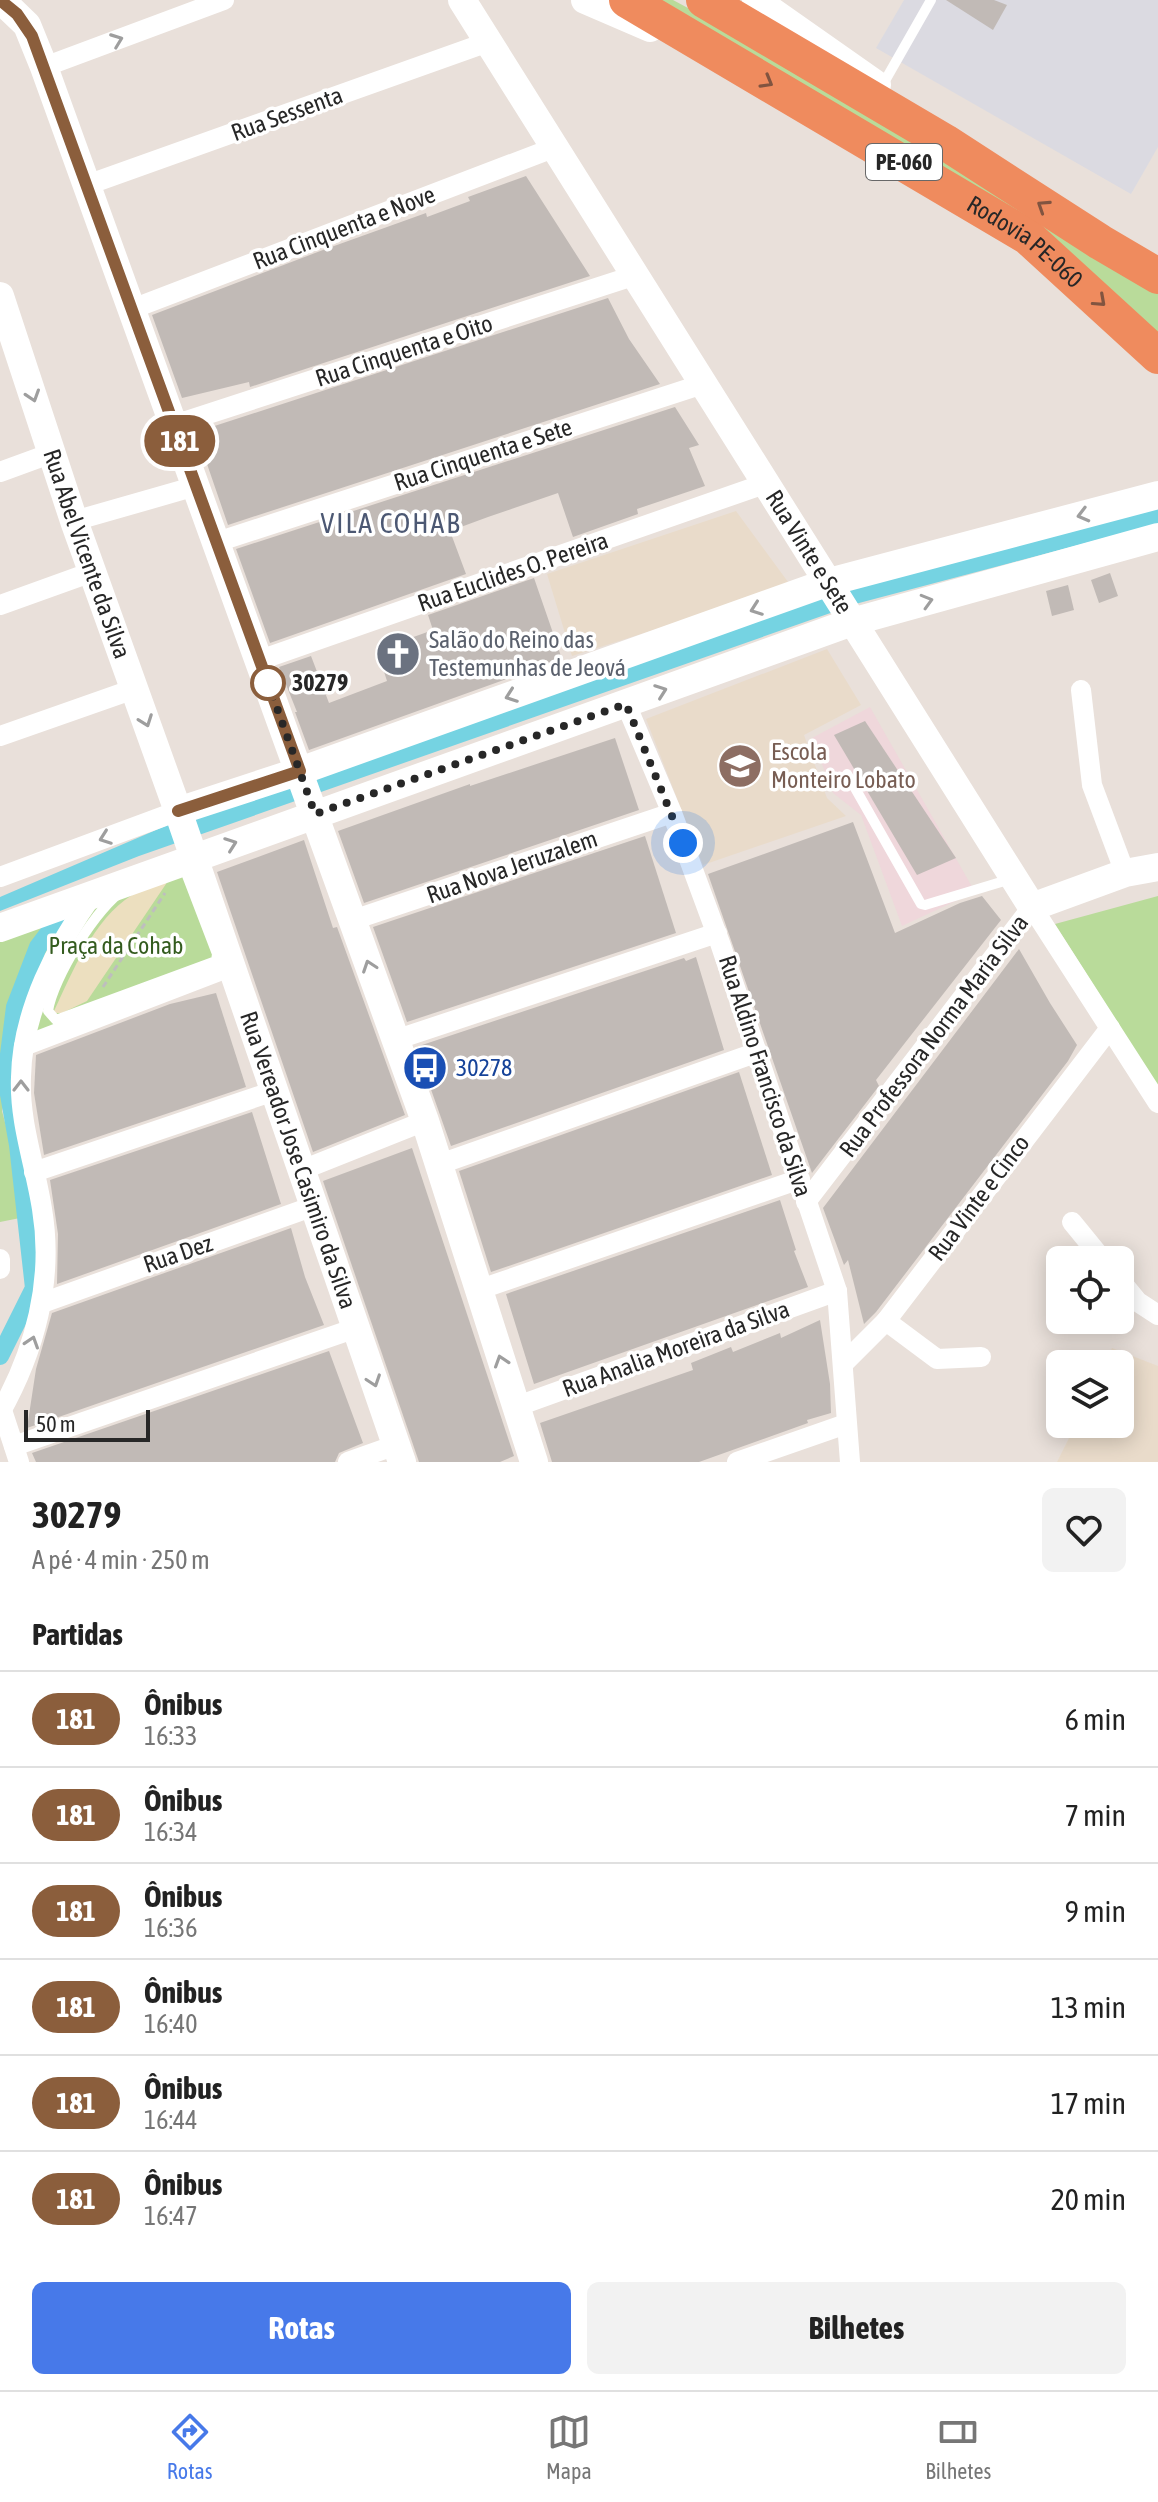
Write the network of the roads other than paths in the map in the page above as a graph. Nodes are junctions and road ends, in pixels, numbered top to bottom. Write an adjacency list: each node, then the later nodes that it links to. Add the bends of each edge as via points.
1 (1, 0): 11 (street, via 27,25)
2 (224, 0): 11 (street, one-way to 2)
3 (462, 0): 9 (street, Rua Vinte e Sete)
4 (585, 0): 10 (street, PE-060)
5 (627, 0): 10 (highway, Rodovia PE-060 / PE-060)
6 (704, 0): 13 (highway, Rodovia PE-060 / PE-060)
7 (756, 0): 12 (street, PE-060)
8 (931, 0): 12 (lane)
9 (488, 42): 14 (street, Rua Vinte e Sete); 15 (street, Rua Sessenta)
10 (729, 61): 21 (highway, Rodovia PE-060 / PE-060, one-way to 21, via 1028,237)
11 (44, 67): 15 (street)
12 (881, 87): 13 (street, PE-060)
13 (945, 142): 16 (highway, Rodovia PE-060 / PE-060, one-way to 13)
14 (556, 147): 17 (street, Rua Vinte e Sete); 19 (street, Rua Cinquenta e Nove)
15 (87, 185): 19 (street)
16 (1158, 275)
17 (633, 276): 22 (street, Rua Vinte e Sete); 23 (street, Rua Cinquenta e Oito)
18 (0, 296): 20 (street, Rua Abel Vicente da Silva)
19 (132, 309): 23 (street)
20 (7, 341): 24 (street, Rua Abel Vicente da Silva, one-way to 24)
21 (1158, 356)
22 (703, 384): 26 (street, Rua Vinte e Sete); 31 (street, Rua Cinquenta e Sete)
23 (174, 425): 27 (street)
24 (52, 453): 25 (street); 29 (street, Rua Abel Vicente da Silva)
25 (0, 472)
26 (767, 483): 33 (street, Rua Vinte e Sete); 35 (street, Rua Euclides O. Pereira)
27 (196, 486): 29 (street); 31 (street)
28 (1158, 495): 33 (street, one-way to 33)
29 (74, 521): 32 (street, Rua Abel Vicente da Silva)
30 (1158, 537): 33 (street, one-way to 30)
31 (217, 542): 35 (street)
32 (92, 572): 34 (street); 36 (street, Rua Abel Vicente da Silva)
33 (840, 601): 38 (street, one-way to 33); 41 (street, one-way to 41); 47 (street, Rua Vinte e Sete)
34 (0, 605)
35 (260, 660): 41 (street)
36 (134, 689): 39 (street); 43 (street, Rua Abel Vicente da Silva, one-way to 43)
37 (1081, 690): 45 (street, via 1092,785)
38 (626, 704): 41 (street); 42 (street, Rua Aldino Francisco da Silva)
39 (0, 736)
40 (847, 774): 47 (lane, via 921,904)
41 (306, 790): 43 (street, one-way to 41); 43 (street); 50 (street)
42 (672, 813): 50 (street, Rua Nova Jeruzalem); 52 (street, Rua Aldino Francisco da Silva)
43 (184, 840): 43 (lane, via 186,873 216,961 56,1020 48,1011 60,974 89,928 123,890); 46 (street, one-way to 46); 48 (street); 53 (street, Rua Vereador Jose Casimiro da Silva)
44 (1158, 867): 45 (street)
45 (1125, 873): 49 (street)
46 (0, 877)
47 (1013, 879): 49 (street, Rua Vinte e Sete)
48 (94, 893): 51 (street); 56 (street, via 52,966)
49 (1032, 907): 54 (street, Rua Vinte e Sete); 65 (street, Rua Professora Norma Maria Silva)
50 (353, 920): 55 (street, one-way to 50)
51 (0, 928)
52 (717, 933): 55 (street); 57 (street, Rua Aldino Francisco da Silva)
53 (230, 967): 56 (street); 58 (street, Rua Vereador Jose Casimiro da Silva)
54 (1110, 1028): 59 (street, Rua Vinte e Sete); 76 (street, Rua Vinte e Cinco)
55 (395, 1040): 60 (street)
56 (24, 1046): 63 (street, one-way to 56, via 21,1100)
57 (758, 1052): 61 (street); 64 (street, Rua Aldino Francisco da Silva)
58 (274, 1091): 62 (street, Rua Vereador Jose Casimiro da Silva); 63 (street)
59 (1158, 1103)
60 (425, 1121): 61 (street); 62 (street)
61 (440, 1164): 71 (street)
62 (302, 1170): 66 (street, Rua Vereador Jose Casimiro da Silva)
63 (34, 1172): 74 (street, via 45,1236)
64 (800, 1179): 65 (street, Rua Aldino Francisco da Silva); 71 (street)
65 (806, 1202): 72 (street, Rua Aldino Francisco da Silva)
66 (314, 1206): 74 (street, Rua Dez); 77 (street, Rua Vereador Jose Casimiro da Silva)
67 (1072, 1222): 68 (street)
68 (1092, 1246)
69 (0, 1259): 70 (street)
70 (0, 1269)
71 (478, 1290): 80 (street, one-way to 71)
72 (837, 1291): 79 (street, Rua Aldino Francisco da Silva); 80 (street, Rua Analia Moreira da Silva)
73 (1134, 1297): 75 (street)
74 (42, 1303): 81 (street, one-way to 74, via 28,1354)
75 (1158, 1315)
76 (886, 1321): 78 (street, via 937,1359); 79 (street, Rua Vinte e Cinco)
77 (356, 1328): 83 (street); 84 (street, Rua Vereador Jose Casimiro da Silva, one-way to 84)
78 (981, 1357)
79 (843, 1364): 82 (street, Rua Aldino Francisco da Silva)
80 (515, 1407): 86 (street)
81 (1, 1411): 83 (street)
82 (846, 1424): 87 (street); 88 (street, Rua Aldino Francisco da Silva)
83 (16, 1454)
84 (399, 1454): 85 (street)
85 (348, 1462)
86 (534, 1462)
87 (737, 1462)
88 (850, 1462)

--*--

EXERCISE DIRECTIONS:
Each line of the listing must be restated word for word, and the pictures left out.

RESPONSE BOX:
Write the network of the roads other than paths in the map in the page above as a graph. Nodes are junctions and road ends, in pixels, numbered top to bottom. Write an adjacency list: each node, then the later nodes that it links to. Add the bends of each edge as via points.
1 (1, 0): 11 (street, via 27,25)
2 (224, 0): 11 (street, one-way to 2)
3 (462, 0): 9 (street, Rua Vinte e Sete)
4 (585, 0): 10 (street, PE-060)
5 (627, 0): 10 (highway, Rodovia PE-060 / PE-060)
6 (704, 0): 13 (highway, Rodovia PE-060 / PE-060)
7 (756, 0): 12 (street, PE-060)
8 (931, 0): 12 (lane)
9 (488, 42): 14 (street, Rua Vinte e Sete); 15 (street, Rua Sessenta)
10 (729, 61): 21 (highway, Rodovia PE-060 / PE-060, one-way to 21, via 1028,237)
11 (44, 67): 15 (street)
12 (881, 87): 13 (street, PE-060)
13 (945, 142): 16 (highway, Rodovia PE-060 / PE-060, one-way to 13)
14 (556, 147): 17 (street, Rua Vinte e Sete); 19 (street, Rua Cinquenta e Nove)
15 (87, 185): 19 (street)
16 (1158, 275)
17 (633, 276): 22 (street, Rua Vinte e Sete); 23 (street, Rua Cinquenta e Oito)
18 (0, 296): 20 (street, Rua Abel Vicente da Silva)
19 (132, 309): 23 (street)
20 (7, 341): 24 (street, Rua Abel Vicente da Silva, one-way to 24)
21 (1158, 356)
22 (703, 384): 26 (street, Rua Vinte e Sete); 31 (street, Rua Cinquenta e Sete)
23 (174, 425): 27 (street)
24 (52, 453): 25 (street); 29 (street, Rua Abel Vicente da Silva)
25 (0, 472)
26 (767, 483): 33 (street, Rua Vinte e Sete); 35 (street, Rua Euclides O. Pereira)
27 (196, 486): 29 (street); 31 (street)
28 (1158, 495): 33 (street, one-way to 33)
29 (74, 521): 32 (street, Rua Abel Vicente da Silva)
30 (1158, 537): 33 (street, one-way to 30)
31 (217, 542): 35 (street)
32 (92, 572): 34 (street); 36 (street, Rua Abel Vicente da Silva)
33 (840, 601): 38 (street, one-way to 33); 41 (street, one-way to 41); 47 (street, Rua Vinte e Sete)
34 (0, 605)
35 (260, 660): 41 (street)
36 (134, 689): 39 (street); 43 (street, Rua Abel Vicente da Silva, one-way to 43)
37 (1081, 690): 45 (street, via 1092,785)
38 (626, 704): 41 (street); 42 (street, Rua Aldino Francisco da Silva)
39 (0, 736)
40 (847, 774): 47 (lane, via 921,904)
41 (306, 790): 43 (street, one-way to 41); 43 (street); 50 (street)
42 (672, 813): 50 (street, Rua Nova Jeruzalem); 52 (street, Rua Aldino Francisco da Silva)
43 (184, 840): 43 (lane, via 186,873 216,961 56,1020 48,1011 60,974 89,928 123,890); 46 (street, one-way to 46); 48 (street); 53 (street, Rua Vereador Jose Casimiro da Silva)
44 (1158, 867): 45 (street)
45 (1125, 873): 49 (street)
46 (0, 877)
47 (1013, 879): 49 (street, Rua Vinte e Sete)
48 (94, 893): 51 (street); 56 (street, via 52,966)
49 (1032, 907): 54 (street, Rua Vinte e Sete); 65 (street, Rua Professora Norma Maria Silva)
50 (353, 920): 55 (street, one-way to 50)
51 (0, 928)
52 (717, 933): 55 (street); 57 (street, Rua Aldino Francisco da Silva)
53 (230, 967): 56 (street); 58 (street, Rua Vereador Jose Casimiro da Silva)
54 (1110, 1028): 59 (street, Rua Vinte e Sete); 76 (street, Rua Vinte e Cinco)
55 (395, 1040): 60 (street)
56 (24, 1046): 63 (street, one-way to 56, via 21,1100)
57 (758, 1052): 61 (street); 64 (street, Rua Aldino Francisco da Silva)
58 (274, 1091): 62 (street, Rua Vereador Jose Casimiro da Silva); 63 (street)
59 (1158, 1103)
60 (425, 1121): 61 (street); 62 (street)
61 (440, 1164): 71 (street)
62 (302, 1170): 66 (street, Rua Vereador Jose Casimiro da Silva)
63 (34, 1172): 74 (street, via 45,1236)
64 (800, 1179): 65 (street, Rua Aldino Francisco da Silva); 71 (street)
65 (806, 1202): 72 (street, Rua Aldino Francisco da Silva)
66 (314, 1206): 74 (street, Rua Dez); 77 (street, Rua Vereador Jose Casimiro da Silva)
67 (1072, 1222): 68 (street)
68 (1092, 1246)
69 (0, 1259): 70 (street)
70 (0, 1269)
71 (478, 1290): 80 (street, one-way to 71)
72 (837, 1291): 79 (street, Rua Aldino Francisco da Silva); 80 (street, Rua Analia Moreira da Silva)
73 (1134, 1297): 75 (street)
74 (42, 1303): 81 (street, one-way to 74, via 28,1354)
75 (1158, 1315)
76 (886, 1321): 78 (street, via 937,1359); 79 (street, Rua Vinte e Cinco)
77 (356, 1328): 83 (street); 84 (street, Rua Vereador Jose Casimiro da Silva, one-way to 84)
78 (981, 1357)
79 (843, 1364): 82 (street, Rua Aldino Francisco da Silva)
80 (515, 1407): 86 (street)
81 (1, 1411): 83 (street)
82 (846, 1424): 87 (street); 88 (street, Rua Aldino Francisco da Silva)
83 (16, 1454)
84 (399, 1454): 85 (street)
85 (348, 1462)
86 (534, 1462)
87 (737, 1462)
88 (850, 1462)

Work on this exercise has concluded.